**Task to complete**
Copy out all lines in the material below that contain the string "المقدس".

**Dataset entries**
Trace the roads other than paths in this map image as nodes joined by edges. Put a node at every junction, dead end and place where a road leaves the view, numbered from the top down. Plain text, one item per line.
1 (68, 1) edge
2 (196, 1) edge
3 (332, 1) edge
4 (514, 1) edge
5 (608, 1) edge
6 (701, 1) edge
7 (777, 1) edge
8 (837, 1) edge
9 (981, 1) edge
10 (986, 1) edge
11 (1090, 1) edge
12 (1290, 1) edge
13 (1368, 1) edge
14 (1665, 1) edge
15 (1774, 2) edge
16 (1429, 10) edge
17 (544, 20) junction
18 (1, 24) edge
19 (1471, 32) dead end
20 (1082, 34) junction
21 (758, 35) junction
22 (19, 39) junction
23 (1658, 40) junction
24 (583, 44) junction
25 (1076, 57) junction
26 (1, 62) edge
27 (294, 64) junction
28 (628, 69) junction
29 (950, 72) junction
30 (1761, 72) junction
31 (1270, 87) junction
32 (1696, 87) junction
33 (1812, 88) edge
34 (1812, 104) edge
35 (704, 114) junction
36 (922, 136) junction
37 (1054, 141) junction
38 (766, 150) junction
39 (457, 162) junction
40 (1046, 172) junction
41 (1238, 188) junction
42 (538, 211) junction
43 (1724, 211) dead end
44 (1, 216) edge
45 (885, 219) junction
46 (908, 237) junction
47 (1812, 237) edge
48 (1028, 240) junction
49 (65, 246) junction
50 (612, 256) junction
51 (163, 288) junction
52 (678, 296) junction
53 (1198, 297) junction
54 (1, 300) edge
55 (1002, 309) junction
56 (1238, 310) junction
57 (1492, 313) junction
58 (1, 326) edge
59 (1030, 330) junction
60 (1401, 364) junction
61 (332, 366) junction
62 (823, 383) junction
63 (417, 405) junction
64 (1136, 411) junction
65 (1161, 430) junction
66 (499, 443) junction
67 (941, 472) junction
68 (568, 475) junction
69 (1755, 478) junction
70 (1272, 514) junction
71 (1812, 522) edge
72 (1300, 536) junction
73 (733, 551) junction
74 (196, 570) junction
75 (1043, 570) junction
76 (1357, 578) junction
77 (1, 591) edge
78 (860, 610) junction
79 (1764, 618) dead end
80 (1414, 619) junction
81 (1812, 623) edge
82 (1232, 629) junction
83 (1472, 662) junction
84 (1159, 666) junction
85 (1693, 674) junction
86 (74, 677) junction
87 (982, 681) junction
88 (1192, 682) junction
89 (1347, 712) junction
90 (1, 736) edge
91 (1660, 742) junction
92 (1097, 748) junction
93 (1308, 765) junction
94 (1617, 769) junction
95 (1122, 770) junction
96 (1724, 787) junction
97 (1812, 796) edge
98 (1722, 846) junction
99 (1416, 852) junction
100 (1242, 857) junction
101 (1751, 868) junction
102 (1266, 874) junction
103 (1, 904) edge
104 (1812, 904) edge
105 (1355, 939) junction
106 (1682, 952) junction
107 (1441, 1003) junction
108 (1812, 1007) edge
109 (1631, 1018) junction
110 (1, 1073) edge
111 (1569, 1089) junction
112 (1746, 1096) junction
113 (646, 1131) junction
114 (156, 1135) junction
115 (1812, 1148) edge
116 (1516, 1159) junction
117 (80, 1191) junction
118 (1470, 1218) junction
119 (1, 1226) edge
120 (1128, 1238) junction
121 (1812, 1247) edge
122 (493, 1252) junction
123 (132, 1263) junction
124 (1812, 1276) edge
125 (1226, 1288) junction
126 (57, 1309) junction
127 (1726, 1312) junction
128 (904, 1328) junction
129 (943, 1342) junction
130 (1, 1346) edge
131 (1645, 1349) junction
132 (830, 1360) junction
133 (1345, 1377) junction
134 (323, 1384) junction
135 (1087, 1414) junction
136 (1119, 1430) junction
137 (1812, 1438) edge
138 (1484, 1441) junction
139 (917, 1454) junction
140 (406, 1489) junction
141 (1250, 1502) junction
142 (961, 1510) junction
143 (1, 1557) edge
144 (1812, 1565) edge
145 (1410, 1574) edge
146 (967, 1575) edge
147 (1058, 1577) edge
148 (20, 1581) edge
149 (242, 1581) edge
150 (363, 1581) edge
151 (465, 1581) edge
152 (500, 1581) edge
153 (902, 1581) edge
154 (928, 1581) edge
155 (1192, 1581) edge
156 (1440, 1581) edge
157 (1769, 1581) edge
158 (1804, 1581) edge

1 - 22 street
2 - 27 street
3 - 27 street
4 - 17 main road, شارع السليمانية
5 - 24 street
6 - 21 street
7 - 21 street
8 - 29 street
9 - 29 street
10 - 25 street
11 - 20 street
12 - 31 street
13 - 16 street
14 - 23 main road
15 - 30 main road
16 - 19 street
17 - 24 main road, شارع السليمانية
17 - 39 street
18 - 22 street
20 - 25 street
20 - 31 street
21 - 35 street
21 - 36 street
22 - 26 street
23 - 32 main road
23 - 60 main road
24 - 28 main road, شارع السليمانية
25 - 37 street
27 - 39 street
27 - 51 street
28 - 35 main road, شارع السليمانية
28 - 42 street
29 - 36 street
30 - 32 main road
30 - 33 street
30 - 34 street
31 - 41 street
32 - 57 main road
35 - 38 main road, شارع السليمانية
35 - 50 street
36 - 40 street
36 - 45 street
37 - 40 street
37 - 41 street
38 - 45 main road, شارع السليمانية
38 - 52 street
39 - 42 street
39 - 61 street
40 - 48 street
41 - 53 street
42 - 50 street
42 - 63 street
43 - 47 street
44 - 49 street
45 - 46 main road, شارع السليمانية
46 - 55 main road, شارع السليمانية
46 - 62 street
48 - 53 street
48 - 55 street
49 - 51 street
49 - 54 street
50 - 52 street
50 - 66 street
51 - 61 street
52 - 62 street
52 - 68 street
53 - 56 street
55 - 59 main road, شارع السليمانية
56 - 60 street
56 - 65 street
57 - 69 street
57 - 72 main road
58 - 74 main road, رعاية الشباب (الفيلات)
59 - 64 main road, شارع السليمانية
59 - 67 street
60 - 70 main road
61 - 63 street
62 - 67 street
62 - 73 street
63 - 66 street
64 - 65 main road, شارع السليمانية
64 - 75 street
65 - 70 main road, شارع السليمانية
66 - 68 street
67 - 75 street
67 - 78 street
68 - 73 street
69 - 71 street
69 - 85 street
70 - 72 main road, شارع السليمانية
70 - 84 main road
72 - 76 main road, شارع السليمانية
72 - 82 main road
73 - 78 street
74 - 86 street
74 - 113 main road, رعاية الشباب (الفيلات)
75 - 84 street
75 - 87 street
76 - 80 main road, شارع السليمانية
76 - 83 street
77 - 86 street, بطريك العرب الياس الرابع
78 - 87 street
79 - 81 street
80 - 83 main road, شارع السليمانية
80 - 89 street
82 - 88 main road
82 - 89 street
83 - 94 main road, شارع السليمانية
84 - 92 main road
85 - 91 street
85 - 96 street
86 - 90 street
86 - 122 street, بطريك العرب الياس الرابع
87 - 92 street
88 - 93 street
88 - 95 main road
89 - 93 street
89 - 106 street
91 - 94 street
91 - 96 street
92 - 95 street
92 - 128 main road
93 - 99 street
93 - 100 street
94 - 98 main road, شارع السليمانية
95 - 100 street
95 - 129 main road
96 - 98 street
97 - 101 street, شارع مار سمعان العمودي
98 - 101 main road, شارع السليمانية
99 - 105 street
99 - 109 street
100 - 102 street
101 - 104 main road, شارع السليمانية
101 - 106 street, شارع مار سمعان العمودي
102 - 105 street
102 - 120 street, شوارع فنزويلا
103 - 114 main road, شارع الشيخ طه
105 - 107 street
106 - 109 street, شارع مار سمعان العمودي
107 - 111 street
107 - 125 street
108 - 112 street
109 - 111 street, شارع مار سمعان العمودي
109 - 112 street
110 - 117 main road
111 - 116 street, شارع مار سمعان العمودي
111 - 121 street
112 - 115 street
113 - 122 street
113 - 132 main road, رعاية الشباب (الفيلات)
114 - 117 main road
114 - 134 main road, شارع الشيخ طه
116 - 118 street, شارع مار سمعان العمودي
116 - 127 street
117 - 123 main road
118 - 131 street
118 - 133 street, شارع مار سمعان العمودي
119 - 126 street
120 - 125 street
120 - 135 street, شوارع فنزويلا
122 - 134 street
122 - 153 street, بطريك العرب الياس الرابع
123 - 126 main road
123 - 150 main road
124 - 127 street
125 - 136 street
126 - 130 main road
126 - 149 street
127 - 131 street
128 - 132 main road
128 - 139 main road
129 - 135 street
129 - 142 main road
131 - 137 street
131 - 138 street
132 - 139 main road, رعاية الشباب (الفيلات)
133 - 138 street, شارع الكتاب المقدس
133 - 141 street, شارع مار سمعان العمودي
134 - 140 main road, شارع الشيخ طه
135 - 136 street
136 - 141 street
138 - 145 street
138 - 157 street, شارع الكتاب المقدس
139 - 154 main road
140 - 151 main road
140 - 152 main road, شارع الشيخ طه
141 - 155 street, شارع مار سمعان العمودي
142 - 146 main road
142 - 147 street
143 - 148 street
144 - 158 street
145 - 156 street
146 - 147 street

**Response to the task**
133 - 138 street, شارع الكتاب المقدس
138 - 157 street, شارع الكتاب المقدس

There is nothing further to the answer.